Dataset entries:
....
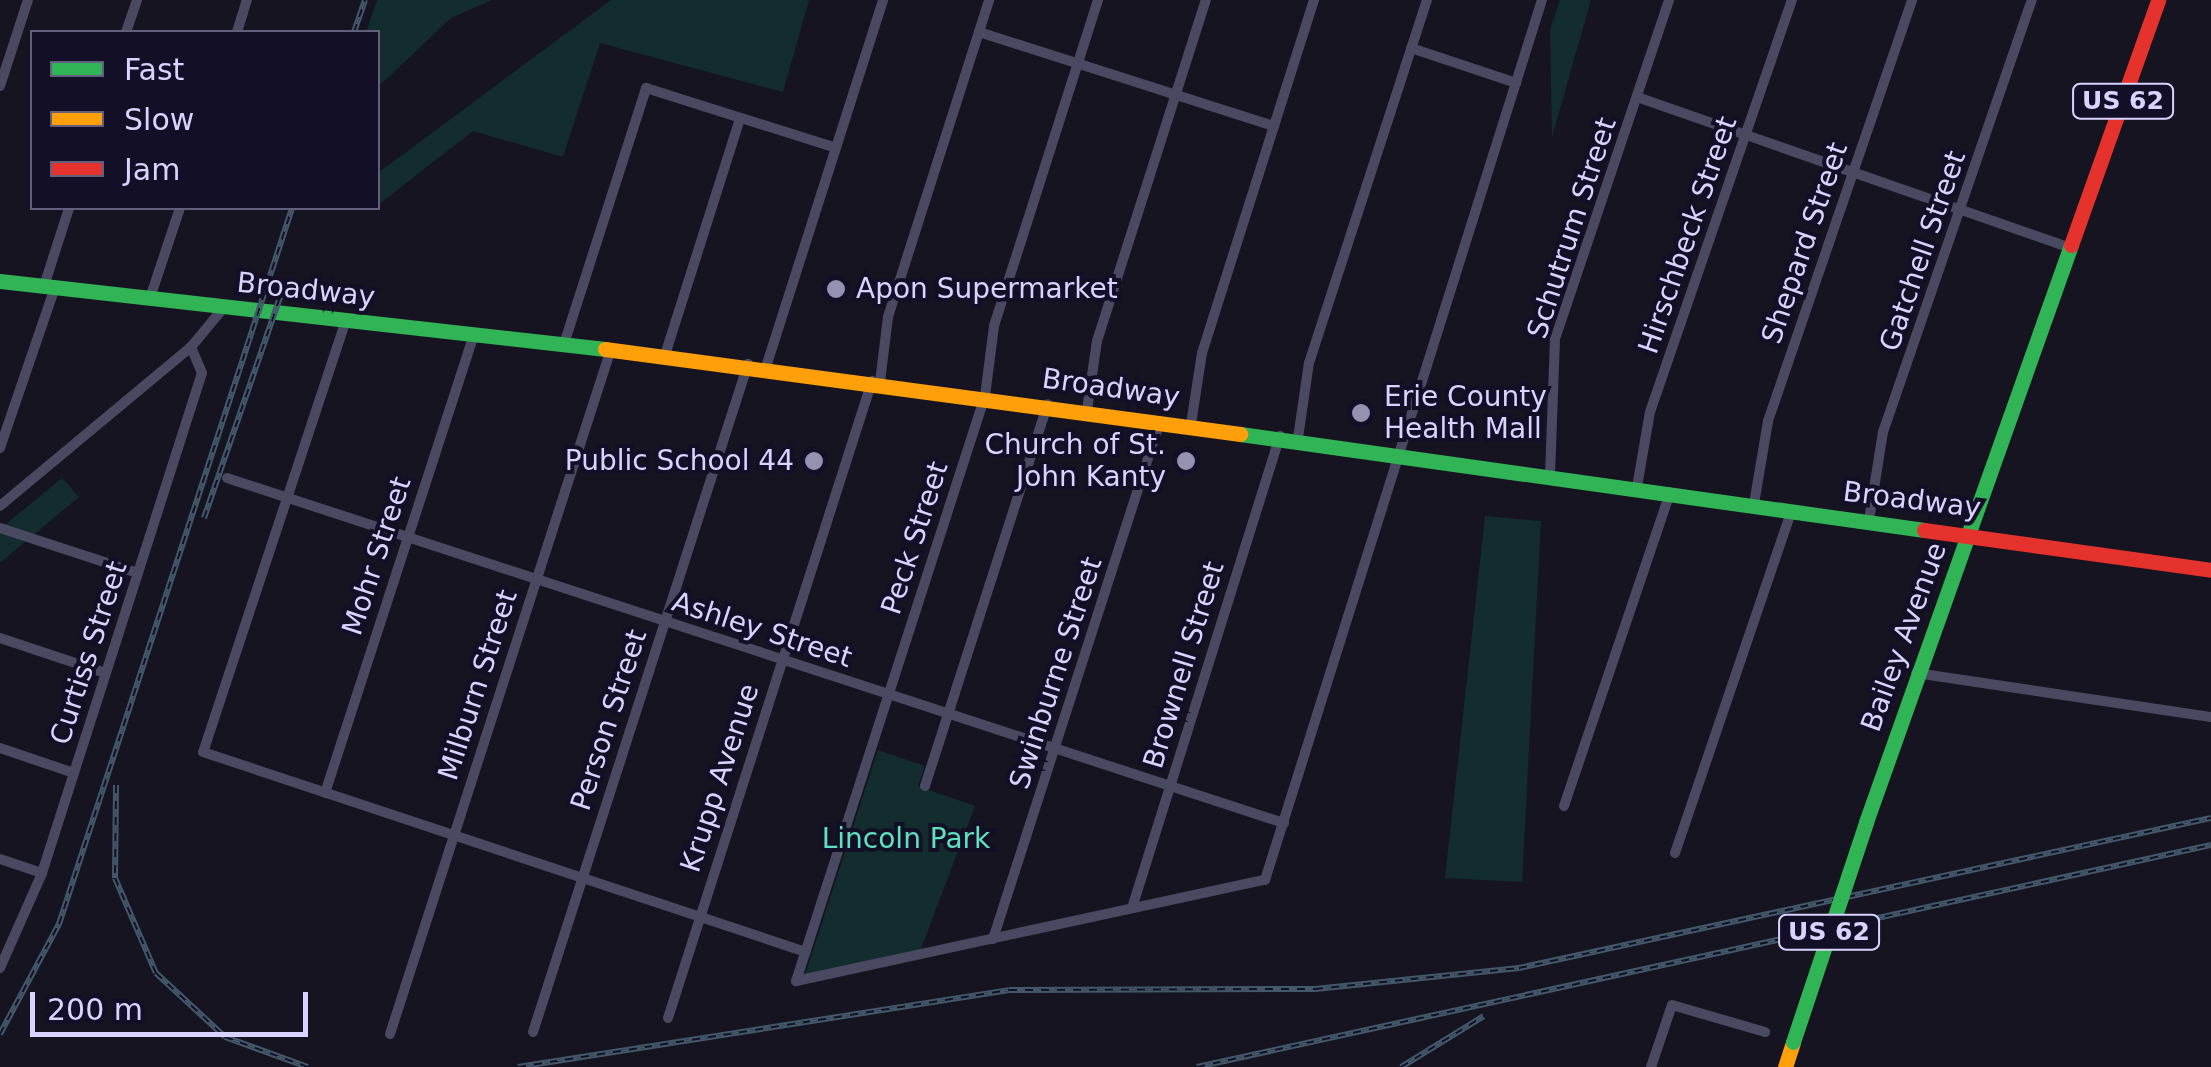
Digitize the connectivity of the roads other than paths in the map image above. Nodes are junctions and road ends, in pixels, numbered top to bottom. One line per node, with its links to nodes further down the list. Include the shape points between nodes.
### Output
1 (28, 0): 22 (street)
2 (137, 0): 16 (street)
3 (248, 0): 17 (street)
4 (883, 0): 28 (street)
5 (990, 0): 18 (street, Krupp Avenue)
6 (1098, 0): 20 (street, Peck Street)
7 (1206, 0): 23 (street)
8 (1314, 0): 26 (street)
9 (1427, 0): 19 (street)
10 (1542, 0): 21 (street)
11 (1670, 0): 24 (street, Schutrum Street)
12 (1792, 0): 27 (street, Hirschbeck Street)
13 (1912, 0): 29 (street, Shepard Street)
14 (2032, 0): 32 (street, Gatchell Street)
15 (2158, 0): 33 (main road, Bailey Avenue / US 62)
16 (127, 30)
17 (238, 30)
18 (979, 32): 20 (street); 46 (street, Krupp Avenue, via 888,316)
19 (1411, 48): 21 (street); 53 (street, via 1309,363)
20 (1078, 64): 23 (street); 47 (street, Peck Street, via 994,326)
21 (1516, 82): 55 (street)
22 (0, 86)
23 (1176, 95): 26 (street); 49 (street, via 1097,341)
24 (1637, 97): 27 (street); 56 (street, Schutrum Street, via 1555,338)
25 (740, 118): 28 (street); 40 (street, via 646,88); 43 (street)
26 (1274, 126): 51 (street, via 1202,353)
27 (1746, 136): 29 (street); 58 (street, Hirschbeck Street, via 1650,412)
28 (836, 148): 45 (street)
29 (1854, 173): 32 (street); 61 (street, Shepard Street, via 1768,421)
30 (69, 210): 35 (street)
31 (179, 210): 36 (street)
32 (1962, 211): 33 (street); 64 (street, Gatchell Street, via 1883,432)
33 (2071, 248): 66 (main road, Bailey Avenue / US 62)
34 (0, 281): 35 (main road, Broadway)
35 (50, 286): 36 (main road, Broadway); 54 (street)
36 (150, 298): 37 (main road, Broadway)
37 (225, 306): 38 (main road, Broadway); 41 (street)
38 (346, 320): 39 (main road, Broadway); 60 (street)
39 (474, 334): 40 (main road, Broadway); 67 (street, Mohr Street)
40 (564, 344): 42 (main road, Broadway)
41 (190, 348): 62 (street); 69 (street, Curtiss Street, via 202,373)
42 (610, 349): 43 (main road, Broadway); 70 (street, Milburn Street)
43 (665, 355): 44 (main road, Broadway)
44 (748, 364): 45 (main road, Broadway); 71 (street, Person Street)
45 (766, 367): 46 (main road, Broadway)
46 (876, 381): 47 (main road, Broadway); 73 (street, Krupp Avenue)
47 (984, 396): 48 (main road, Broadway); 76 (street, Peck Street)
48 (1048, 404): 49 (main road, Broadway); 77 (street)
49 (1087, 410): 50 (main road, Broadway)
50 (1160, 420): 51 (main road, Broadway); 80 (street, Swinburne Street)
51 (1191, 424): 52 (main road, Broadway)
52 (1281, 435): 53 (main road, Broadway); 83 (street, Brownell Street)
53 (1298, 438): 55 (main road, Broadway)
54 (0, 448)
55 (1404, 452): 56 (main road, Broadway); 86 (street)
56 (1550, 475): 58 (main road, Broadway)
57 (227, 478): 60 (street, Ashley Street)
58 (1638, 487): 59 (main road, Broadway)
59 (1670, 492): 61 (main road, Broadway); 85 (street)
60 (288, 499): 67 (street, Ashley Street); 84 (street, via 204,752)
61 (1754, 504): 63 (main road, Broadway)
62 (0, 506)
63 (1792, 510): 64 (main road, Broadway); 88 (street)
64 (1869, 520): 66 (main road, Broadway)
65 (0, 528): 69 (street)
66 (1968, 532): 68 (main road, Broadway); 75 (main road, Bailey Avenue / US 62)
67 (407, 537): 70 (street, Ashley Street); 84 (street, Mohr Street)
68 (2211, 570)
69 (138, 573): 74 (street, Curtiss Street)
70 (536, 580): 71 (street, Ashley Street); 87 (street, Milburn Street)
71 (664, 622): 73 (street, Ashley Street); 91 (street, Person Street)
72 (0, 638): 74 (street)
73 (782, 661): 76 (street, Ashley Street); 93 (street, Krupp Avenue)
74 (105, 674): 81 (street, Curtiss Street)
75 (1916, 674): 78 (street); 102 (main road, Bailey Avenue / US 62, bridge)
76 (888, 695): 77 (street, Ashley Street); 95 (street, Peck Street)
77 (948, 714): 80 (street, Ashley Street); 82 (street)
78 (2211, 717)
79 (0, 748): 81 (street)
80 (1055, 750): 83 (street, Ashley Street); 94 (street, Swinburne Street)
81 (74, 772): 90 (street, Curtiss Street)
82 (925, 786)
83 (1170, 786): 86 (street, Ashley Street); 92 (street, Brownell Street)
84 (324, 793): 87 (street)
85 (1564, 806)
86 (1284, 822): 92 (street, via 1266,880)
87 (452, 835): 91 (street); 100 (street, Milburn Street)
88 (1675, 853)
89 (0, 859): 90 (street)
90 (42, 872): 96 (street, Curtiss Street)
91 (581, 878): 93 (street); 98 (street, Person Street)
92 (1132, 908): 94 (street)
93 (699, 918): 95 (street); 97 (street, Krupp Avenue)
94 (993, 939): 95 (street, Peck Street, via 796,981)
95 (806, 952)
96 (0, 968)
97 (668, 1018)
98 (534, 1032)
99 (1765, 1032): 101 (street, via 1672,1006)
100 (390, 1034)
101 (1651, 1067)
102 (1784, 1067)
....
--- AIM OF THE TASK ---
If a line in the data holds the string "Shepard", copy that line.

--- TASK ANSWER ---
13 (1912, 0): 29 (street, Shepard Street)
29 (1854, 173): 32 (street); 61 (street, Shepard Street, via 1768,421)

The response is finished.